Concurrently, my thoughts strike at “Fair”- a documentary, featured on the matter of skin colour in India. “Fair” sheds some light on the issues that have had an impact on global heterogeneity. It centers its attention to the extent as to which the fairness fetish has percolated and imbued in profuse levels of Indian society.
As depicted by “Fair”, Currently in Indian society, fairness is regarded as a benchmark for beauty. Rather sentimental and emotional phenomena such as falling in love and getting married are decided while being predominantly based on insignificant aspects such as the woman’s colour of the skin and the length of her hair. As a whole, it is blindly perceived that fairness brings glory, happiness, and fortune whereas darkness brings misfortune, evil and despair.
A woman who remains anonymous in the same documentary talks through and argues that how pathetically, already scheduled weddings are abruptly called off merely due to the fact that the bride is too dark: the situations of this calibre bring out enormous hard feelings, distress and defame for the woman who had been waiting for her big day.
The cancellation of arranged marriages happens predominantly due to the fact that the photos of the bride that were exchanged with the groom’s party were either heavily edited or taken with heavy make-up that gave the girl a fairer look.
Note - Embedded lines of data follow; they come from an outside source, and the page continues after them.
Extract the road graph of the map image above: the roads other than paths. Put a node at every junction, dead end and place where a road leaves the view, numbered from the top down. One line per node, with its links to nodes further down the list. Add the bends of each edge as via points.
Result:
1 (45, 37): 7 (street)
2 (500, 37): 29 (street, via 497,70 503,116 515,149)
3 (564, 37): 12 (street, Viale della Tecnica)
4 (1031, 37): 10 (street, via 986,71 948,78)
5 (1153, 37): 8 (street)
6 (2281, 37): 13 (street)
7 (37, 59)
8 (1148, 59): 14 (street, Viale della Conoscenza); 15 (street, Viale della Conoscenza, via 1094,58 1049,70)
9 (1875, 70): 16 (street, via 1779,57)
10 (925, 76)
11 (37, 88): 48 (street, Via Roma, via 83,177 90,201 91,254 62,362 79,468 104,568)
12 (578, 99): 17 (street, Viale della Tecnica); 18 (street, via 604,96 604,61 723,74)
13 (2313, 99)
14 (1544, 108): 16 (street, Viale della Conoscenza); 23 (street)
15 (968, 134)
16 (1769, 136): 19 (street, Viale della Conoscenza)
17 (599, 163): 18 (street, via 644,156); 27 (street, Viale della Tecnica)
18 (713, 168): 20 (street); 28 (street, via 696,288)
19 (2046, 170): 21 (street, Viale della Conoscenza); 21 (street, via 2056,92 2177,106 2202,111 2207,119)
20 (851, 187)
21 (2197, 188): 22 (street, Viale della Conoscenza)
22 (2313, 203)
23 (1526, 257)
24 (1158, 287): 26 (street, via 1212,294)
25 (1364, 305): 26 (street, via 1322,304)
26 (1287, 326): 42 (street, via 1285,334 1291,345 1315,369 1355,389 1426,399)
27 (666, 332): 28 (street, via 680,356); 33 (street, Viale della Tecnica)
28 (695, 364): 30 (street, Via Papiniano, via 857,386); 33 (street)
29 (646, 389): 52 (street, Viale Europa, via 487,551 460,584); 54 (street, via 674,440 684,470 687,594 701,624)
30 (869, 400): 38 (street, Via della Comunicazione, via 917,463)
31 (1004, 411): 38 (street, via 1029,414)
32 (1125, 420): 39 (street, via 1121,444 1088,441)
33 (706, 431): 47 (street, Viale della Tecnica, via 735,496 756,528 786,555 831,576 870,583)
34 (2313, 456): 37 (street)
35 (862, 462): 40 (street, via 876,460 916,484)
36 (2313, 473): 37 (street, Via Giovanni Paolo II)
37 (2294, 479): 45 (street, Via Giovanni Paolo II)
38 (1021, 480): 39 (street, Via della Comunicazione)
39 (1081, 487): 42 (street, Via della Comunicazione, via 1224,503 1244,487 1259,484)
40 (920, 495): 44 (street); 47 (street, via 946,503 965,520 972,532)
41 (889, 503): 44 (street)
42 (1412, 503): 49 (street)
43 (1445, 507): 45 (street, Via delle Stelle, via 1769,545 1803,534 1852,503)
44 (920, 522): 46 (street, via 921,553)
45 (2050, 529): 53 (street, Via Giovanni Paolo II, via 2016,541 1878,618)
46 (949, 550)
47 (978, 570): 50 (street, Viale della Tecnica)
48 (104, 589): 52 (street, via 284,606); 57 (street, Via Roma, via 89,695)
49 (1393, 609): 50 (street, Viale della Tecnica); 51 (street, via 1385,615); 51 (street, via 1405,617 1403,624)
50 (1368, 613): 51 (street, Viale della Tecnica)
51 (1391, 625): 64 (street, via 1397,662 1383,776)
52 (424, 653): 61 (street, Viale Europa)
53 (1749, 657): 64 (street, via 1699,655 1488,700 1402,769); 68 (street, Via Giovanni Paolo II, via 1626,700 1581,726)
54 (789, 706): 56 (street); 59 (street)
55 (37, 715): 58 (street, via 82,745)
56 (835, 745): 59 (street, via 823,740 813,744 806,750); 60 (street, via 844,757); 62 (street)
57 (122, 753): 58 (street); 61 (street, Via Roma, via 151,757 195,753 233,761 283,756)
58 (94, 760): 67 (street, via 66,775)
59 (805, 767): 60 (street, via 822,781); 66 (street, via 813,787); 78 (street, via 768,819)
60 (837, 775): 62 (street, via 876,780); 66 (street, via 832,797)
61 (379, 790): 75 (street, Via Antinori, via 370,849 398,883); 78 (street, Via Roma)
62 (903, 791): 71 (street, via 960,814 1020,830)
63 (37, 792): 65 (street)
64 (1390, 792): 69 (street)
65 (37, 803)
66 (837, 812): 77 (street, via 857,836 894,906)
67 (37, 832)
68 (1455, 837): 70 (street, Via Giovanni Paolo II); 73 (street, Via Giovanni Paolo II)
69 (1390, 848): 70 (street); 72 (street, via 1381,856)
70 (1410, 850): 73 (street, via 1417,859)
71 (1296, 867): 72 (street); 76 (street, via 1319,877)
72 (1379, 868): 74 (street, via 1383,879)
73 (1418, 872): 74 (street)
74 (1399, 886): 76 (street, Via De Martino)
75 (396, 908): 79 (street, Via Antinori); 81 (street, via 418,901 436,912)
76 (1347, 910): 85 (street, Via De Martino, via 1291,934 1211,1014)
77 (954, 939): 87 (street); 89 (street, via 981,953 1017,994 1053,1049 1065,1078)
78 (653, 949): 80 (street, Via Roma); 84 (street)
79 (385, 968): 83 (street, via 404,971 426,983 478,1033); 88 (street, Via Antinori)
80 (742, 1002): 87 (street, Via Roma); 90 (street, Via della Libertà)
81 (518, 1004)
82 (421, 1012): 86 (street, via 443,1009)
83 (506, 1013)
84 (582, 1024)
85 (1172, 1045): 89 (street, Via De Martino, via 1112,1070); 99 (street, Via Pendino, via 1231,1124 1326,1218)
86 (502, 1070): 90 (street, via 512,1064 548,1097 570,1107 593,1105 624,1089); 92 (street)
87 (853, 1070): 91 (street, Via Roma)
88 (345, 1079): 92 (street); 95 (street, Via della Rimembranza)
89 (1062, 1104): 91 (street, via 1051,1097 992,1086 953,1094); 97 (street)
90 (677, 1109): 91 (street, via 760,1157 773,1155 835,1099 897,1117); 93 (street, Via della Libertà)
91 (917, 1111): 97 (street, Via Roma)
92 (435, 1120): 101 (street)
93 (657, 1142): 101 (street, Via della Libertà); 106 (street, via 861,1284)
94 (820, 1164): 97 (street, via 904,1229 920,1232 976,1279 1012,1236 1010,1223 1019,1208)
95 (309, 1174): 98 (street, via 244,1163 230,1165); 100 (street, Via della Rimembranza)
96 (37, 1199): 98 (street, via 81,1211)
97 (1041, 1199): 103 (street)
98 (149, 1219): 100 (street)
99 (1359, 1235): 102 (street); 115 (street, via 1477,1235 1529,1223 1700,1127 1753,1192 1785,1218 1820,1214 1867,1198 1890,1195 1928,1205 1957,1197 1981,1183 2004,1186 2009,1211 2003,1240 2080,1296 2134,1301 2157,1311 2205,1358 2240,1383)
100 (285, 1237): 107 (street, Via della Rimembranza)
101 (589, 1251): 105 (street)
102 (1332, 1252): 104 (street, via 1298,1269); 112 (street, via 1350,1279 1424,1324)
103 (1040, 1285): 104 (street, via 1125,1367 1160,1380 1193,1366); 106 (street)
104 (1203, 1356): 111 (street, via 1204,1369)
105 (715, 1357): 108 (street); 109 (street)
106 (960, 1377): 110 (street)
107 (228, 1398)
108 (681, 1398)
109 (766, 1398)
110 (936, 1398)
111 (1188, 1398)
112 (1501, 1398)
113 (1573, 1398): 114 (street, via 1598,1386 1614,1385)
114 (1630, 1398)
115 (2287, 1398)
The woman further notes that the local advertisements for marriages categorically make mention regarding the party’s requirement for a fair-skinned marriage partner while the day- to-day life of a woman is also subject to the dilemma of colourism in relationships.
“Too dark”
However, it is slightly dramatic to believe in the fact that in this highly globalised and digitalized world, a marriage is decided just with a photograph of the bride where both the bride and the groom-to-be do not at least have an audience, even facilitated, and surrounded by the immediate kith and kin.
Lupita Nyong’o, a Kenyan-Mexican actress, and a recipient of multiple number of accolades that include an Academy Award and nominations for two primetime Emmy Awards and a Tony Award was said to have been told by a teacher in her secondary school up in Kenya that she would not be able to find a man for the marriage as she looked too dark.
Another female respondent in a recent research in the US notes that she has heard a considerable number of people unequivocally telling that they are only impressed to date with people with a certain skin tone. She goes on saying that in some cases there are some men who admit that they would engage in a sexual relationship with a woman where they have no concern on the skin colour of the woman, but they simultaneously say that they would only date or marry a woman who has got a light skin tone.
In contrast, one may also argue that in North America, Europe and across the world, dark skinned women are among the category of the most sought after for any prestigious capacity, notably in the fields of cinema, drama, modelling, art, and music.
Whatever the facts may be, according to Dr Sarah L. Webb, it may be advisable to believe in the fact that subconscious programming has the potential of controlling your relationship choices; both biological and sociological. However, crystal clear evidence that justifies the fact that you are not naively falling for whoever your fate and destiny have brought out for you is available.